Smokeless tobacco products are heavily advertised and promoted, with the top five smokeless tobacco companies in the U.S. more than tripling their total advertising and marketing expenditures from 1998 to 2011. The Federal Trade Commission reports that in 2011, these smokeless tobacco companies spent $451.7 million to advertise and promote their products.
Flavored tobacco products are known to be attractive to youth and flavored smokeless tobacco products have increased in the market 72% between 2005 and 2011, and contributed to 59.4% of total growth of the smokeless tobacco market. Smokeless tobacco products are viewed by young adults positively because they come in flavors and in attractive packaging, and are promoted as recreational, convenient, concealed, modern, and fun.
Tobacco use has been prohibited in minor league baseball games since 1993 and in the National Collegiate Athletic Association since 1994 (which also adopted a zero-tolerance policy in 2002); the Little League World Series is tobacco-free, and the San Francisco Unified School District policies prohibit use of tobacco, including smokeless tobacco, during athletic events by players and coaches since 1996. Nearly 1,000 college campuses nationwide are tobacco-free. Research shows that students, faculty, and staff looking to stop their nicotine habits are more likely to do so in an environment that prohibits all tobacco use.
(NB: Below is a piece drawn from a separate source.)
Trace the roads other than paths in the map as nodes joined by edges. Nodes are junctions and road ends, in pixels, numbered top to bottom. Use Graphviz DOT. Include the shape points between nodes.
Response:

The entire University of California system (10 campuses) is tobacco-free and smoke-free, including athletic fields and stadiums. Sacramento State University, Santa Clara University, and San Jose State University all have plans in place to become tobacco-free during 2015.
The following Major League Baseball stadiums have instituted various forms of tobacco-free policies: the Milwaukee Brewers at Miller Park, Saint Louis Cardinals at Busch Stadium, the Seattle Mariners at Safeco Field, and the Cleveland Indians at Progressive Field. AT&T Park in San Francisco is a smoke-free facility in accordance with Article 19F of the Health Code, which prohibits smoking anywhere in the ballpark, including vaporized e-cigarette smoking. Major League Baseball publically supports banning the use of smokeless tobacco products as a means of protecting the health of their players and youth.
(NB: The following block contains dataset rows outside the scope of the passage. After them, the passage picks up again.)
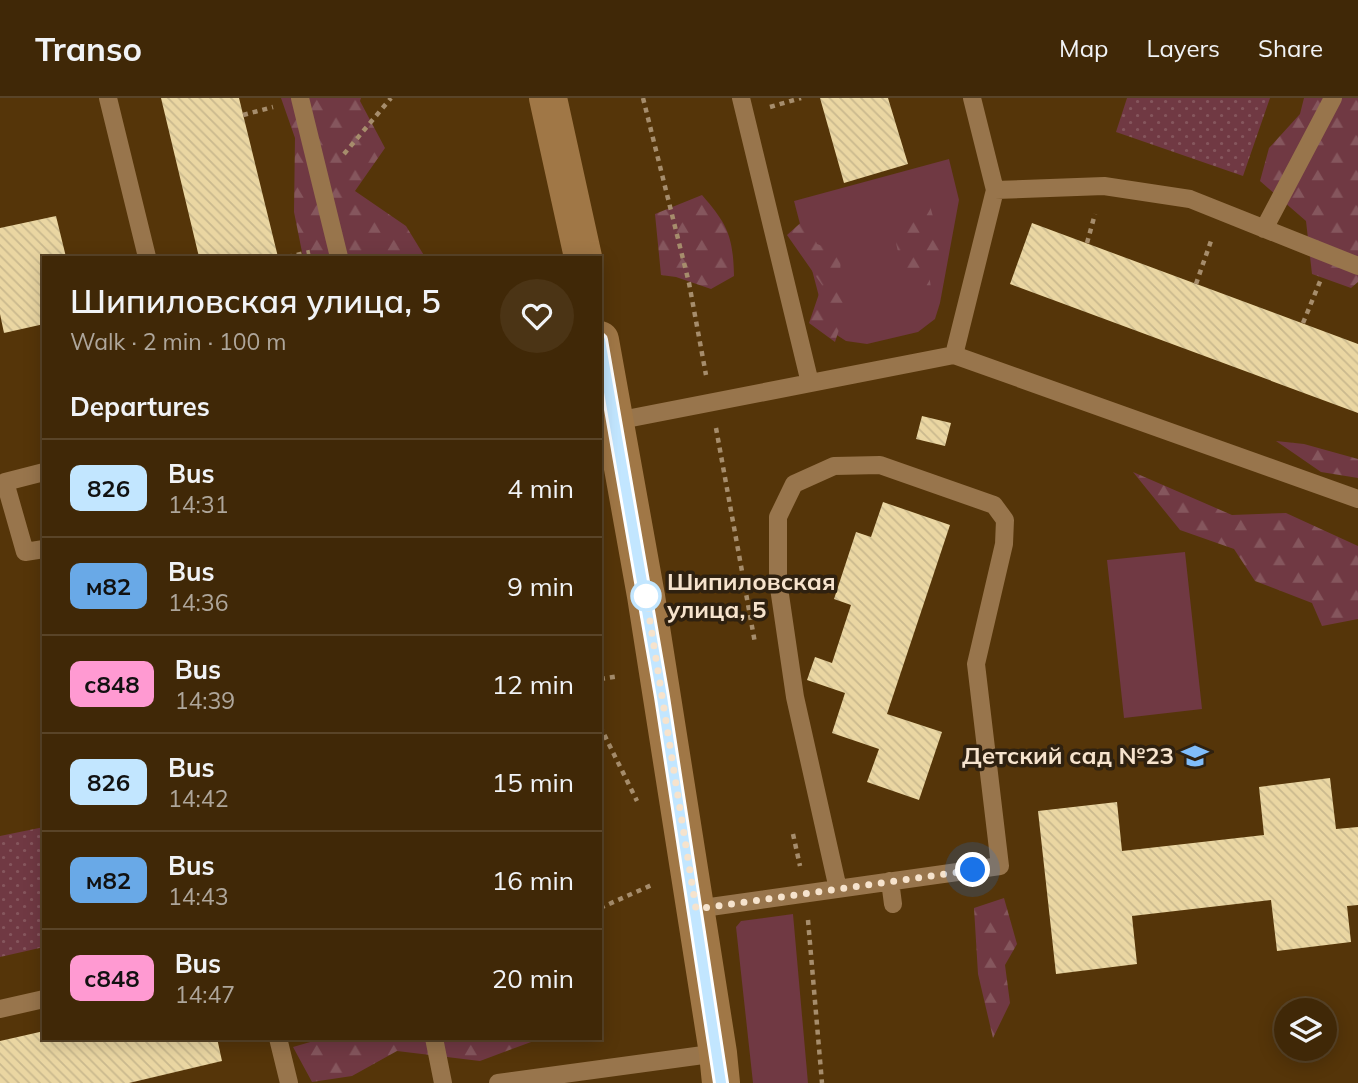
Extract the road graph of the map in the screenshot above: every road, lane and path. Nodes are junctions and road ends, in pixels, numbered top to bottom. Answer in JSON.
{"nodes":[{"id":1,"x":108,"y":98,"type":"edge"},
{"id":2,"x":300,"y":98,"type":"edge"},
{"id":3,"x":391,"y":98,"type":"edge"},
{"id":4,"x":548,"y":98,"type":"edge"},
{"id":5,"x":643,"y":98,"type":"edge"},
{"id":6,"x":741,"y":98,"type":"edge"},
{"id":7,"x":801,"y":98,"type":"edge"},
{"id":8,"x":972,"y":98,"type":"edge"},
{"id":9,"x":1333,"y":98,"type":"edge"},
{"id":10,"x":762,"y":110,"type":"dead end"},
{"id":11,"x":321,"y":181,"type":"junction"},
{"id":12,"x":995,"y":190,"type":"junction"},
{"id":13,"x":1221,"y":211,"type":"junction"},
{"id":14,"x":1265,"y":229,"type":"junction"},
{"id":15,"x":1330,"y":255,"type":"junction"},
{"id":16,"x":147,"y":256,"type":"edge"},
{"id":17,"x":339,"y":256,"type":"edge"},
{"id":18,"x":583,"y":256,"type":"edge"},
{"id":19,"x":1358,"y":266,"type":"edge"},
{"id":20,"x":1196,"y":284,"type":"dead end"},
{"id":21,"x":1303,"y":323,"type":"dead end"},
{"id":22,"x":602,"y":350,"type":"edge"},
{"id":23,"x":954,"y":355,"type":"junction"},
{"id":24,"x":810,"y":383,"type":"junction"},
{"id":25,"x":711,"y":404,"type":"junction"},
{"id":26,"x":616,"y":421,"type":"junction"},
{"id":27,"x":42,"y":473,"type":"edge"},
{"id":28,"x":1358,"y":499,"type":"edge"},
{"id":29,"x":42,"y":549,"type":"edge"},
{"id":30,"x":757,"y":654,"type":"dead end"},
{"id":31,"x":620,"y":676,"type":"dead end"},
{"id":32,"x":602,"y":679,"type":"edge"},
{"id":33,"x":602,"y":730,"type":"edge"},
{"id":34,"x":642,"y":811,"type":"dead end"},
{"id":35,"x":792,"y":827,"type":"dead end"},
{"id":36,"x":890,"y":881,"type":"junction"},
{"id":37,"x":654,"y":883,"type":"dead end"},
{"id":38,"x":838,"y":888,"type":"junction"},
{"id":39,"x":805,"y":893,"type":"junction"},
{"id":40,"x":893,"y":904,"type":"dead end"},
{"id":41,"x":602,"y":907,"type":"edge"},
{"id":42,"x":696,"y":909,"type":"junction"},
{"id":43,"x":42,"y":999,"type":"edge"},
{"id":44,"x":0,"y":1009,"type":"edge"},
{"id":45,"x":278,"y":1040,"type":"edge"},
{"id":46,"x":434,"y":1040,"type":"edge"},
{"id":47,"x":720,"y":1068,"type":"edge"},
{"id":48,"x":289,"y":1083,"type":"edge"},
{"id":49,"x":443,"y":1083,"type":"edge"},
{"id":50,"x":498,"y":1083,"type":"edge"},
{"id":51,"x":822,"y":1083,"type":"edge"}],
"edges":[{"from":1,"to":16,"type":"lane"},
{"from":2,"to":11,"type":"lane"},
{"from":3,"to":11,"type":"path"},
{"from":4,"to":18,"type":"main road"},
{"from":5,"to":25,"type":"path"},
{"from":6,"to":24,"type":"lane"},
{"from":7,"to":10,"type":"path"},
{"from":8,"to":12,"type":"lane"},
{"from":9,"to":14,"type":"lane"},
{"from":11,"to":17,"type":"lane"},
{"from":12,"to":13,"type":"lane"},
{"from":12,"to":23,"type":"lane"},
{"from":13,"to":14,"type":"lane"},
{"from":13,"to":20,"type":"path"},
{"from":14,"to":15,"type":"lane"},
{"from":15,"to":19,"type":"lane"},
{"from":15,"to":21,"type":"path"},
{"from":22,"to":26,"type":"main road"},
{"from":23,"to":24,"type":"lane"},
{"from":23,"to":28,"type":"lane"},
{"from":24,"to":25,"type":"lane"},
{"from":25,"to":26,"type":"lane"},
{"from":25,"to":30,"type":"path"},
{"from":26,"to":42,"type":"main road"},
{"from":27,"to":29,"type":"lane"},
{"from":31,"to":32,"type":"path"},
{"from":33,"to":34,"type":"path"},
{"from":35,"to":39,"type":"path"},
{"from":36,"to":38,"type":"lane"},
{"from":36,"to":38,"type":"lane"},
{"from":36,"to":40,"type":"lane"},
{"from":37,"to":41,"type":"path"},
{"from":38,"to":39,"type":"lane"},
{"from":39,"to":42,"type":"lane"},
{"from":39,"to":51,"type":"path"},
{"from":42,"to":47,"type":"main road"},
{"from":43,"to":44,"type":"lane"},
{"from":45,"to":48,"type":"lane"},
{"from":46,"to":49,"type":"lane"},
{"from":47,"to":50,"type":"lane"}]}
Use of smokeless tobacco can also interfere with the enjoyment of spectators and others using sports fields. Users of two forms of smokeless tobacco, snuff and chewing tobacco, let the tobacco sit in their mouth while they suck on the tobacco juices, spitting often to get rid of the saliva that builds up, creating unsightly and offensive conditions for others.
Research supports that changing policy, environment, and social norms regarding smokeless tobacco use can positively influence young people and reduce use. Coaches and players at all levels, especially professionals, can become positive role-models to young players by reducing and/or ceasing their use, reinforcing existing smokeless tobacco bans, and participating in educating youth on the health risks of smokeless tobacco.